There are quite a number of algorithms that HAProxy can use. You can read more about them on the documentation page.
Setup HAProxy Load Balancer on Fedora 30/Fedora 29
To basically demonstrate how HAProxy can run as a load balancer, this guide uses three virtual machines; one running as HAProxy load balancer and two other web servers serving basic html pages;
Install HAProxy on Fedora 30/Fedora 29
To begin with, run system update.
dnf update
dnf upgrade
Once the update is done, execute the command below to install HAProxy on Fedora 30/Fedora 29.
dnf install haproxy
Configure HAProxy on Fedora 30/Fedora 29
The main configuration file for HAProxy is /etc/haproxy/haproxy.cfg.

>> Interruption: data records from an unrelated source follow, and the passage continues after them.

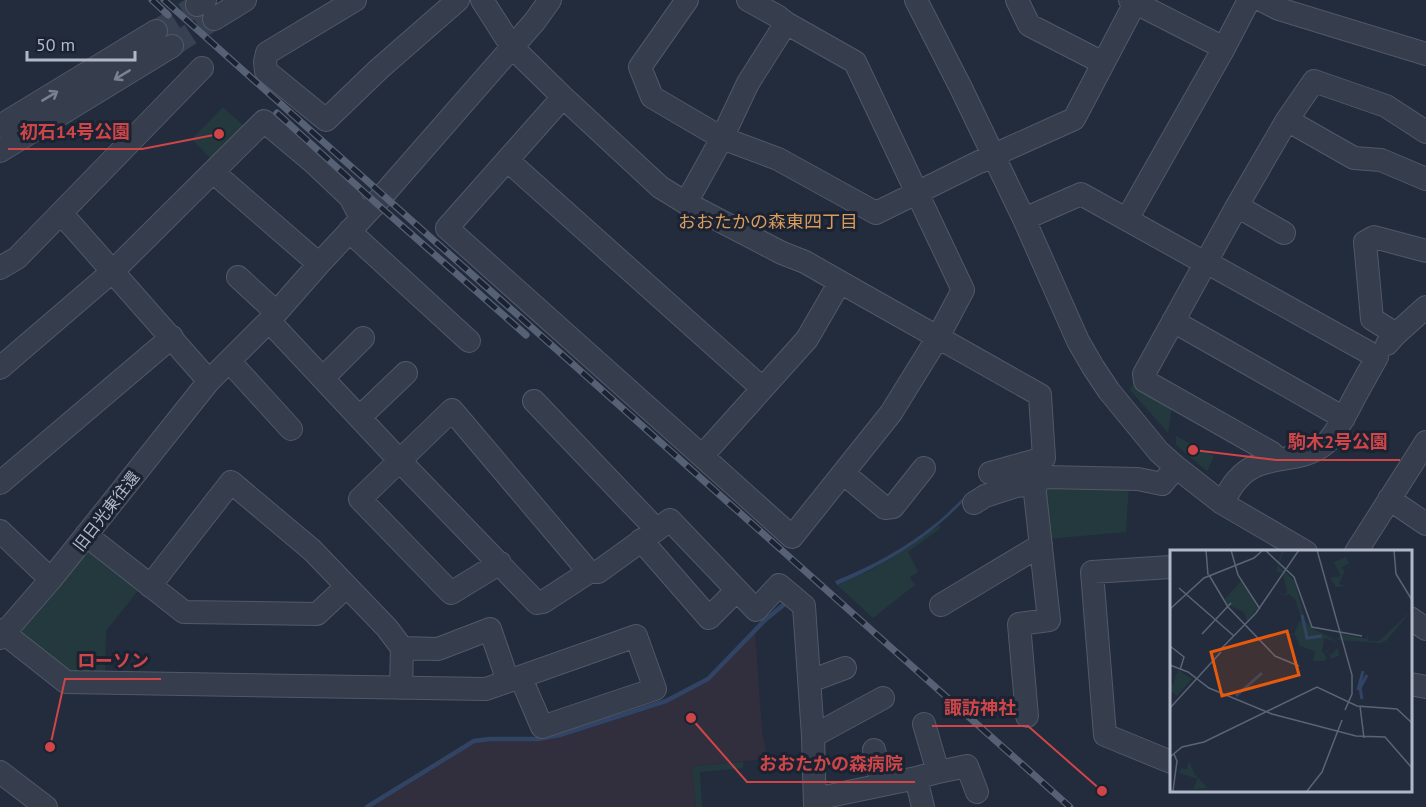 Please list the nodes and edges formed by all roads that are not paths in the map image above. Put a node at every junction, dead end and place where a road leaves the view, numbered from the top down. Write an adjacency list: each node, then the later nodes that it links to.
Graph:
1 (245, 0): 13 (street)
2 (355, 0): 3 (street)
3 (458, 0)
4 (482, 0): 15 (street)
5 (550, 0): 15 (street, 旧日光東往還)
6 (748, 0): 14 (street)
7 (916, 0): 26 (street)
8 (1017, 0): 18 (street)
9 (1249, 0): 16 (street)
10 (1261, 0): 17 (street)
11 (1132, 1): 16 (street); 18 (street)
12 (675, 4): 24 (street)
13 (205, 8)
14 (786, 23): 24 (street); 30 (street)
15 (512, 47): 20 (street); 36 (street, 旧日光東往還)
16 (1224, 48): 35 (street)
17 (1426, 54)
18 (1103, 63): 26 (street)
19 (202, 68): 33 (street)
20 (563, 97): 27 (street); 31 (street)
21 (1287, 120): 23 (street); 29 (street); 32 (street)
22 (0, 126): 25 (street, one-way to 25)
23 (1426, 132)
24 (722, 138): 30 (street); 31 (street)
25 (0, 151)
26 (994, 157): 30 (street); 34 (street)
27 (507, 160): 59 (street); 65 (street)
28 (213, 172): 36 (street); 40 (street); 42 (street)
29 (1426, 178)
30 (918, 193): 50 (street)
31 (686, 203): 44 (street)
32 (1237, 206): 37 (street); 39 (street)
33 (61, 213): 41 (street); 42 (street)
34 (1024, 219): 35 (street); 68 (street)
35 (1127, 219): 39 (street)
36 (355, 225): 40 (street, 旧日光東往還); 52 (street)
37 (1284, 233)
38 (1426, 251): 48 (street)
39 (1205, 263): 47 (street); 53 (street)
40 (319, 264): 46 (street, 旧日光東往還)
41 (0, 268)
42 (113, 271): 49 (street); 55 (street)
43 (238, 277): 46 (street)
44 (840, 282): 50 (street); 59 (street)
45 (1426, 307): 48 (street)
46 (273, 317): 54 (street, 旧日光東往還); 57 (street)
47 (1173, 321): 62 (street); 66 (street)
48 (1396, 334): 53 (street)
49 (172, 337): 58 (street); 73 (street)
50 (938, 337): 70 (street); 72 (street)
51 (363, 338): 57 (street)
52 (469, 340)
53 (1377, 357): 62 (street)
54 (229, 361): 58 (street, 旧日光東往還); 63 (street)
55 (0, 368)
56 (406, 373): 61 (street)
57 (323, 378): 61 (street)
58 (209, 381): 79 (street, 旧日光東往還)
59 (762, 388): 65 (street)
60 (534, 401): 80 (street)
61 (360, 417): 67 (street)
62 (1344, 418): 66 (street)
63 (291, 429)
64 (1426, 442): 74 (street)
65 (702, 456): 70 (street)
66 (1274, 459): 76 (street)
67 (400, 461): 85 (street); 85 (street); 87 (street)
68 (1176, 466): 72 (street); 76 (street)
69 (924, 468): 70 (street)
70 (843, 473)
71 (990, 473): 72 (street)
72 (1041, 473): 75 (street); 81 (street)
73 (0, 483)
74 (1389, 499): 77 (street); 84 (street)
75 (974, 503)
76 (1222, 503): 82 (street)
77 (1426, 524)
78 (0, 531): 88 (street)
79 (86, 535): 88 (street, 旧日光東往還); 89 (street)
80 (649, 535): 87 (street); 91 (street); 91 (street)
81 (1041, 545): 92 (street); 104 (street)
82 (1282, 546): 83 (street)
83 (1298, 550)
84 (1357, 550)
85 (500, 563): 87 (street)
86 (1170, 567): 108 (street)
87 (590, 572)
88 (52, 578): 95 (street, 旧日光東往還)
89 (150, 586): 90 (street); 90 (street)
90 (346, 587): 96 (street)
91 (737, 590): 99 (street)
92 (941, 605)
93 (1411, 619): 94 (street)
94 (1426, 629)
95 (2, 634): 102 (street)
96 (402, 648): 98 (street); 102 (street)
97 (845, 668): 99 (street)
98 (515, 680): 98 (street); 102 (street)
99 (810, 681): 106 (street)
100 (1411, 684): 101 (street)
101 (1426, 687)
102 (401, 688)
103 (883, 698): 106 (street)
104 (1027, 717)
105 (924, 724): 110 (street)
106 (813, 736): 114 (street)
107 (874, 750): 112 (street)
108 (1170, 762)
109 (0, 772): 115 (street)
110 (938, 772): 111 (street); 113 (street)
111 (916, 778): 112 (street); 116 (street)
112 (882, 785): 114 (street)
113 (977, 792)
114 (815, 803)
115 (46, 807)
116 (923, 807)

The default HAProxy configuration file without comments looks like in below;
global
log 127.0.0.1 local2
chroot /var/lib/haproxy
pidfile /var/run/haproxy.pid
maxconn 4000
user haproxy
group haproxy
daemon
stats socket /var/lib/haproxy/stats
ssl-default-bind-ciphers PROFILE=SYSTEM
ssl-default-server-ciphers PROFILE=SYSTEM
defaults
mode http
log global
option httplog
option dontlognull
option http-server-close
option forwardfor except 127.0.0.0/8
option redispatch
retries 3
timeout http-request 10s
timeout queue 1m
timeout connect 10s
timeout client 1m
timeout server 1m
timeout http-keep-alive 10s
timeout check 10s
maxconn 3000
frontend main
bind *:5000
acl url_static path_beg -i /static /images /javascript /stylesheets
acl url_static path_end -i .jpg .gif .png .css .js
use_backend static if url_static
default_backend app
backend static
balance roundrobin
server static 127.0.0.1:4331 check
backend app
balance roundrobin
server app1 127.0.0.1:5001 check
server app2 127.0.0.1:5002 check
server app3 127.0.0.1:5003 check
server app4 127.0.0.1:5004 check
Well, in this guide, we are going to comment the frontend and backend sections and define our own configurations.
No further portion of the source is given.